Exploring Failure Transparency & the Limits of Generic Recovery
Lowell, Chandra, Chen

Paper's Contribution:

A look at the feasibility of failure transparency at the operating
system level

Paper's Critical Ideas:

The paper's goal is to investigate the possibility of providing
failure transparency to application users, implementing the failure
detection and recovery at the operating system level.  First they
investigate what would be required to guarantee failure transparency
and decide that two invariants are required.  One, that an application
must periodically save a sufficient amount of its state to allow for
recovery and thus "the user does not discern failures".  This they
refer to as the "Save-Work" invariant.  And two, that an application
doesn't save too much of its state such that recovery will always lead
back to the same failure.  This they refer to as the "Lose-Work"'
invariant.

The paper also does some performance profiling of a handful of
interactive applications that run on top of a couple run-time OS
packages that attempt "stop failure" recovery, Discount Checking and
DC-disk (which the authors developed).  Their results are presented.

Paper's Flaw(s):

Of all the papers we've read so far, this by far has to be the
poorest.  The paper is attempting to achieve some kind of utopian
operating system by having it create an illusion of failure-free
operation to application users.  In reality this cannot be possible,
yet the authors don't mention this fact up front.  Instead they make
statements like "To provide this illusion, the operating system must
handle all hardware, software and application failures to keep them
from affecting what the user sees" There is no way the operating
system could ever handle ALL hardware failures, for example suppose
the CPU or motherboard was melting inside its case.  Beyond that the
mechanisms presented in this paper, to recover application state from
"stop failures" by recovering state from some "stable storage" could
itself still run into failures if say the storage hardware ran into a
failure part way through committing a transaction.  For example say
the head of a hard drive fell off the spindle and in the process
changed some of the bits in the drive.  Sure you could reduce the risk
via storage redundancy, say using a RAID, but total storage failure is
still a possibility, and yet the authors never confront these issues.
These hardware failures certainly exist even in the face of 2-phased
commits.  The operating system will never be able to hide all
failures, or even all "stop failures".

Also this paper comes up with ridiculous oxymoronic terms like, "fixed
non-deterministic events" or making foolish comments such as "xpilot
is able to sustain a usable 9 frames per second"... I can't recall a
real-time application ever believing it could be a success and earn
any money in a free-market running at only 9 fps.  I really can't
imagine this type of failure transparency would be all too useful for
the vast majority of real-time apps.  Additionally, the authors fail
to consider that since not 100% of failures can be recovered from,
applications will still have to have some system of fault-detection
built in.  And it's quite prudent for an application, when it's not
certain the state of the system is correct, to notify its users so
they can attempt to reason about the best method for recovery.
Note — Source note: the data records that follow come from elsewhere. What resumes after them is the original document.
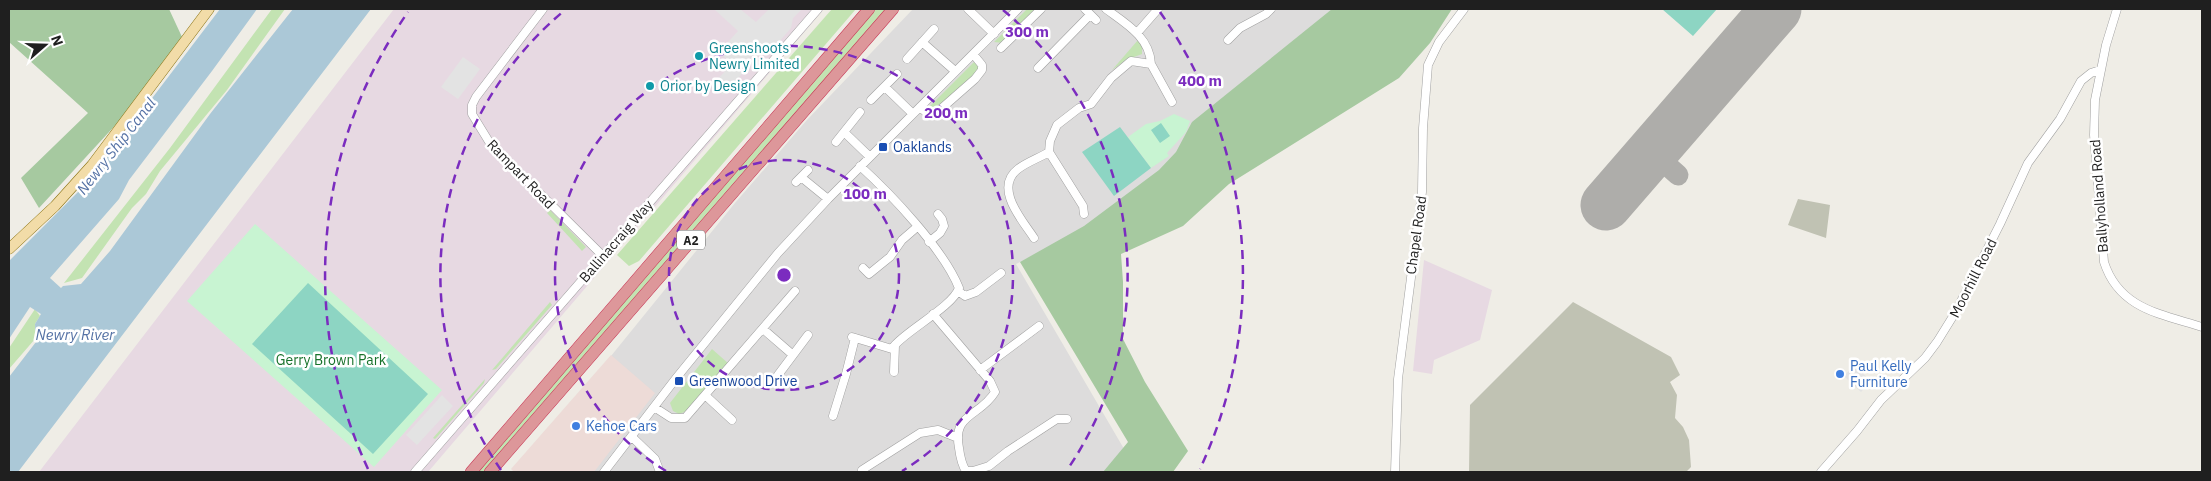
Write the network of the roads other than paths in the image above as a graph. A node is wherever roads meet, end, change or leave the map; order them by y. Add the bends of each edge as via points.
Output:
1 (209, 9) edge
2 (543, 9) edge
3 (818, 9) edge
4 (870, 9) edge
5 (892, 9) edge
6 (968, 9) edge
7 (1018, 9) edge
8 (1040, 9) edge
9 (1106, 9) edge
10 (1158, 9) edge
11 (1271, 9) edge
12 (1464, 9) edge
13 (2117, 9) edge
14 (1090, 15) edge
15 (934, 29) dead end
16 (1137, 32) junction
17 (994, 34) junction
18 (1228, 40) dead end
19 (922, 42) junction
20 (1001, 48) dead end
21 (972, 54) junction
22 (907, 59) dead end
23 (1150, 64) junction
24 (1038, 68) dead end
25 (2100, 70) junction
26 (956, 72) junction
27 (897, 74) dead end
28 (885, 86) junction
29 (871, 100) dead end
30 (1172, 102) dead end
31 (920, 107) junction
32 (860, 112) dead end
33 (913, 114) junction
34 (844, 132) junction
35 (836, 142) dead end
36 (1049, 152) junction
37 (870, 157) junction
38 (860, 166) junction
39 (808, 170) dead end
40 (828, 199) junction
41 (938, 214) dead end
42 (1084, 214) dead end
43 (917, 227) junction
44 (1034, 238) dead end
45 (929, 242) junction
46 (9, 249) edge
47 (603, 256) junction
48 (863, 268) dead end
49 (1001, 273) dead end
50 (795, 291) dead end
51 (958, 291) junction
52 (933, 314) junction
53 (1039, 326) dead end
54 (2202, 327) edge
55 (762, 329) junction
56 (808, 335) dead end
57 (894, 346) junction
58 (793, 355) junction
59 (980, 370) junction
60 (894, 372) dead end
61 (778, 375) dead end
62 (706, 396) junction
63 (654, 407) junction
64 (833, 416) dead end
65 (1067, 419) dead end
66 (732, 420) dead end
67 (632, 437) junction
68 (958, 438) junction
69 (862, 470) dead end
70 (414, 472) edge
71 (471, 472) edge
72 (490, 472) edge
73 (604, 472) edge
74 (660, 472) edge
75 (973, 472) edge
76 (1395, 472) edge
77 (1821, 472) edge

1 - 46 main road via 92,164 55,206
2 - 47 street, Rampart Road via 476,97 472,114 491,145
3 - 47 street, Ballinacraig Way
4 - 71 highway, A2
5 - 72 highway, A2
6 - 17 street
7 - 17 street
8 - 20 street
9 - 16 street
10 - 16 street
11 - 18 street via 1240,28
12 - 76 street, Chapel Road via 1439,42 1428,65 1422,192 1398,379
13 - 25 street, Ballyholland Road
14 - 24 street
15 - 19 street
16 - 23 street via 1148,49
17 - 21 street
19 - 22 street
19 - 26 street
21 - 26 street
21 - 31 street via 982,65 975,80 934,115 930,116
23 - 30 street
23 - 36 street via 1131,61 1120,68 1091,104 1079,108 1057,125
25 - 54 street, Ballyholland Road via 2094,135 2101,239 2108,275 2133,302
25 - 77 street, Moorhill Road via 2081,81 2060,119 2028,163 1940,338 1925,358 1881,400
26 - 31 street
27 - 28 street
28 - 29 street
28 - 33 street
31 - 33 street
32 - 34 street
33 - 37 street
34 - 35 street
34 - 37 street
36 - 42 street via 1083,206
36 - 44 street via 1016,170 1008,188 1010,201
37 - 38 street
38 - 40 street
38 - 43 street
39 - 40 street via 799,180
40 - 63 street via 778,253
41 - 45 street via 944,226
43 - 45 street
43 - 48 street via 869,274
45 - 51 street via 956,280
47 - 70 street, Ballinacraig Way
49 - 51 street via 972,295 965,296
50 - 55 street
51 - 52 street
52 - 57 street
52 - 59 street
53 - 59 street
55 - 58 street
55 - 62 street
56 - 58 street
57 - 60 street
57 - 64 street via 892,349 884,348 853,337
58 - 61 street
59 - 68 street via 990,381 994,392 990,400 961,423
62 - 63 street via 679,420
62 - 66 street
63 - 67 street
65 - 75 street via 1057,420 989,466
67 - 73 street
67 - 74 street via 655,458
68 - 69 street via 938,430 920,433
68 - 75 street via 964,469

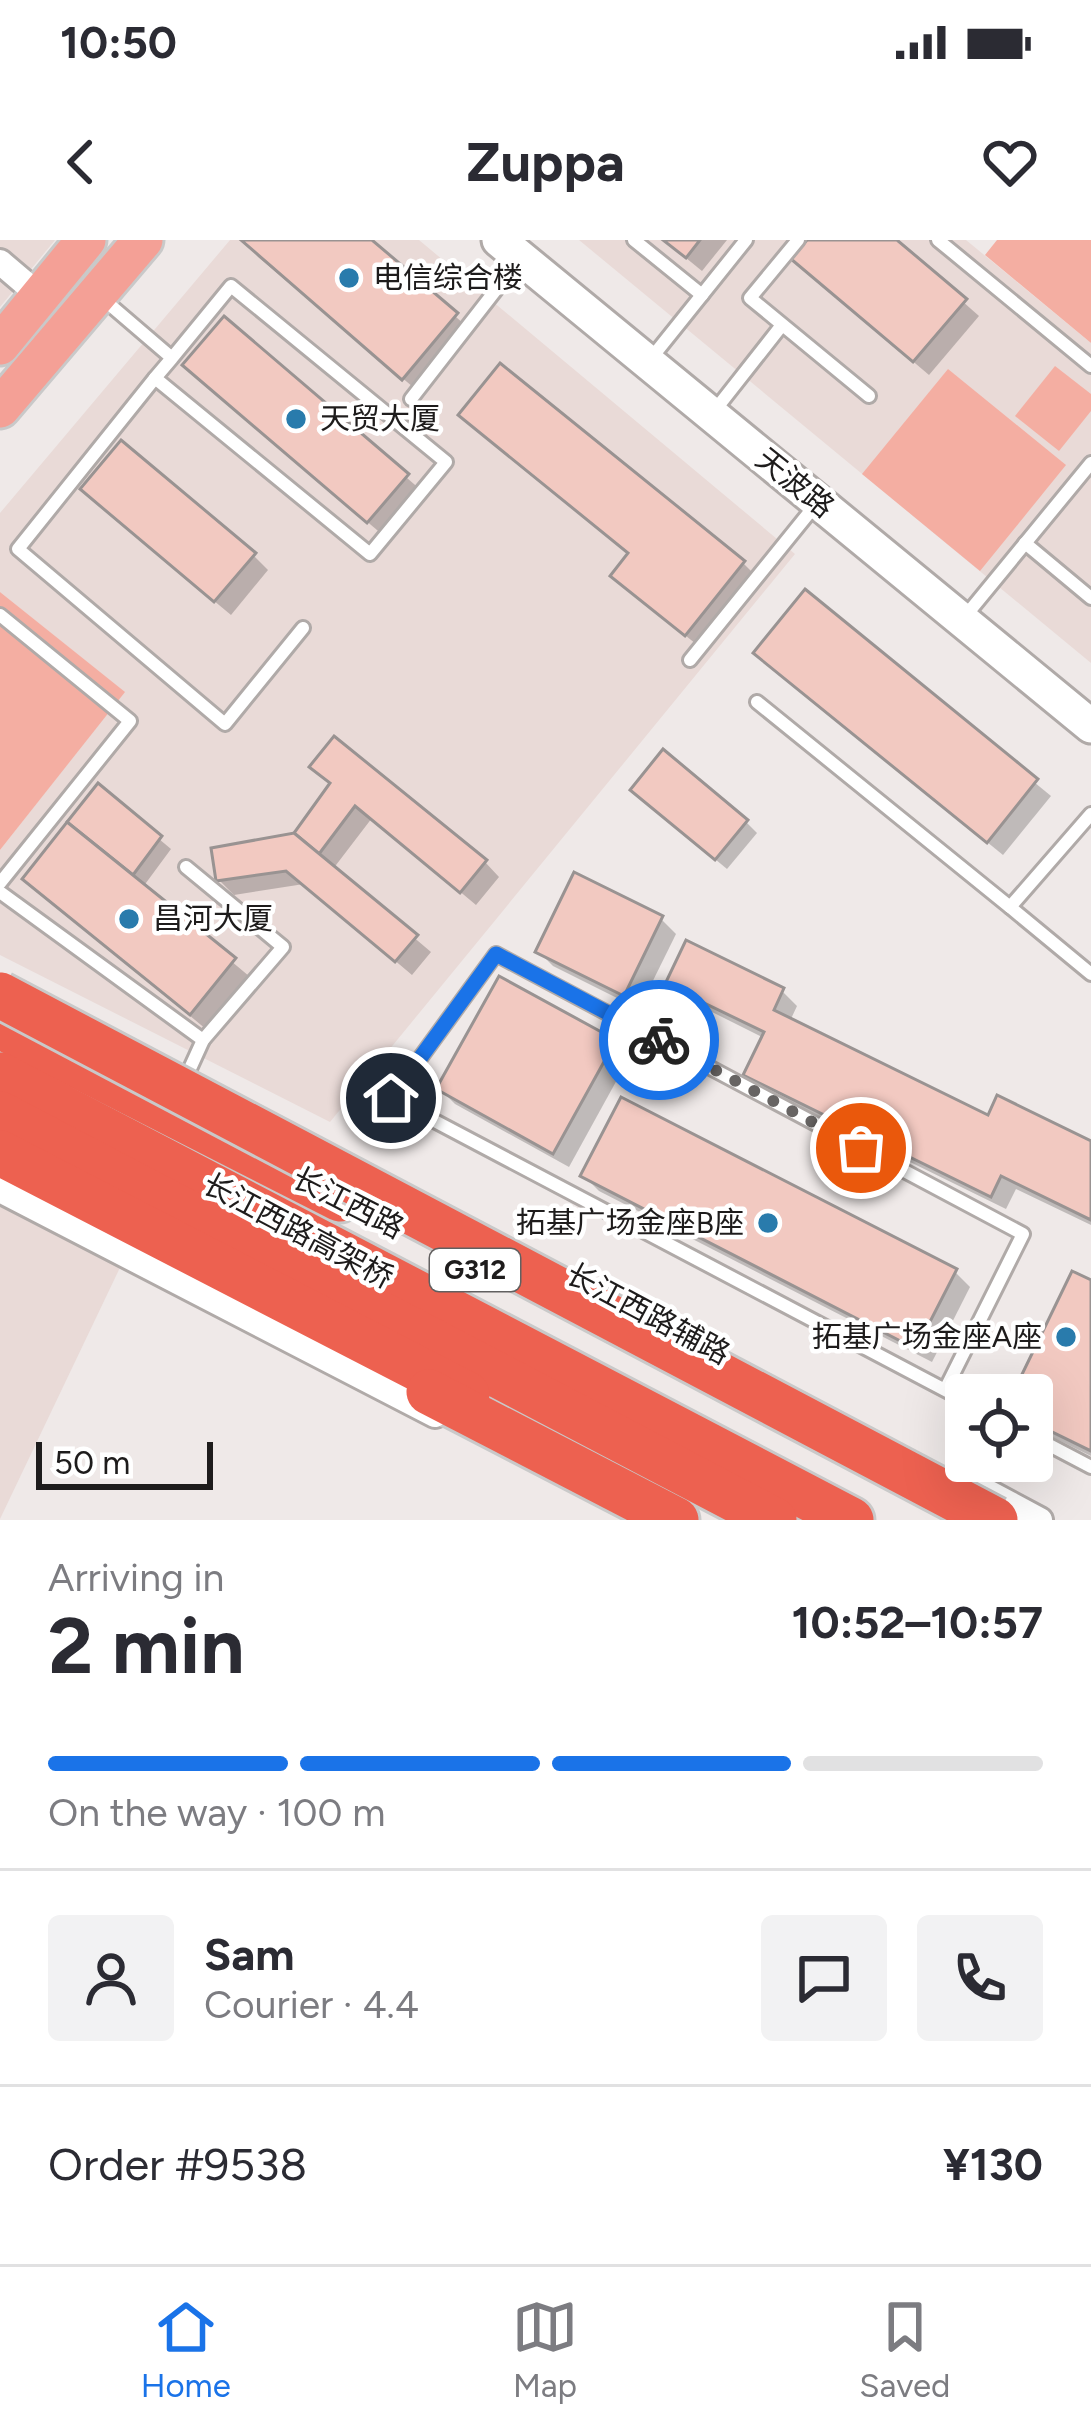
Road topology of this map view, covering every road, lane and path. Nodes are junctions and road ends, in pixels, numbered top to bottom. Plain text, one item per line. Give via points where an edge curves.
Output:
1 (86, 240) edge
2 (142, 240) edge
3 (634, 240) edge
4 (746, 240) edge
5 (798, 240) edge
6 (938, 240) edge
7 (510, 249) edge
8 (0, 262) edge
9 (97, 294) junction
10 (702, 295) junction
11 (40, 296) junction
12 (782, 325) junction
13 (0, 345) edge
14 (172, 358) junction
15 (648, 362) junction
16 (1091, 366) edge
17 (155, 378) junction
18 (869, 397) dead end
19 (411, 399) dead end
20 (0, 408) edge
21 (712, 415) junction
22 (1088, 473) edge
23 (818, 502) junction
24 (1025, 543) junction
25 (1091, 598) edge
26 (0, 615) edge
27 (962, 620) junction
28 (303, 628) dead end
29 (690, 660) dead end
30 (757, 702) dead end
31 (1091, 726) edge
32 (1091, 814) edge
33 (186, 867) dead end
34 (0, 887) edge
35 (1010, 907) junction
36 (0, 974) edge
37 (1091, 974) edge
38 (0, 995) edge
39 (0, 1026) edge
40 (203, 1040) junction
41 (188, 1072) junction
42 (0, 1075) edge
43 (0, 1114) edge
44 (0, 1153) edge
45 (0, 1171) edge
46 (0, 1190) edge
47 (945, 1390) joint
48 (1053, 1447) edge
49 (1091, 1467) edge
50 (638, 1520) edge
51 (676, 1520) edge
52 (711, 1520) edge
53 (774, 1520) edge
54 (851, 1520) edge
55 (947, 1520) edge
56 (995, 1520) edge
57 (1040, 1520) edge

1 - 11 main road
2 - 9 main road
3 - 10 lane
4 - 10 lane
5 - 12 lane via 750,298
6 - 16 lane
7 - 15 street, 天波路
7 - 19 lane
8 - 11 street
9 - 14 lane
9 - 20 main road
10 - 15 lane
11 - 13 main road
12 - 18 lane
12 - 21 lane
14 - 17 lane
14 - 17 lane via 231,286 446,462 370,554
15 - 21 street, 天波路
17 - 28 lane via 18,549 225,724
21 - 23 street, 天波路
22 - 24 lane
23 - 27 street, 天波路
23 - 29 lane
24 - 25 lane
24 - 27 lane
26 - 34 lane via 130,722
27 - 31 street, 天波路
30 - 35 lane
32 - 35 lane
33 - 40 lane via 283,947
34 - 40 lane
35 - 37 lane
36 - 41 street, 长江西路辅路
38 - 56 highway, bridge
39 - 55 highway, 长江西路 / G312
40 - 41 lane
41 - 57 street, 长江西路辅路
42 - 54 highway, 长江西路高架桥
43 - 53 highway, 长江西路高架桥
44 - 52 highway
45 - 51 highway
46 - 50 street
47 - 47 lane via 863,1347 391,1098 496,954 1023,1234
48 - 49 lane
I can't believe there are so many short-comings in a publicly
published article, especially given the fact that reviewers were
acknowledged, I can only surmise that the reviewers never got around
to actually reading this paper.  I would go on but I think the point
has been made.

Relevance to Modern Systems:

Any system must somehow deal with unexpected failures, whether the
failures are due to hardware or software faults.  The more that
lower-level mechanisms, such as the operating system, can detect and
recover from failures, the easier it becomes for application
developers to create new and more useful systems.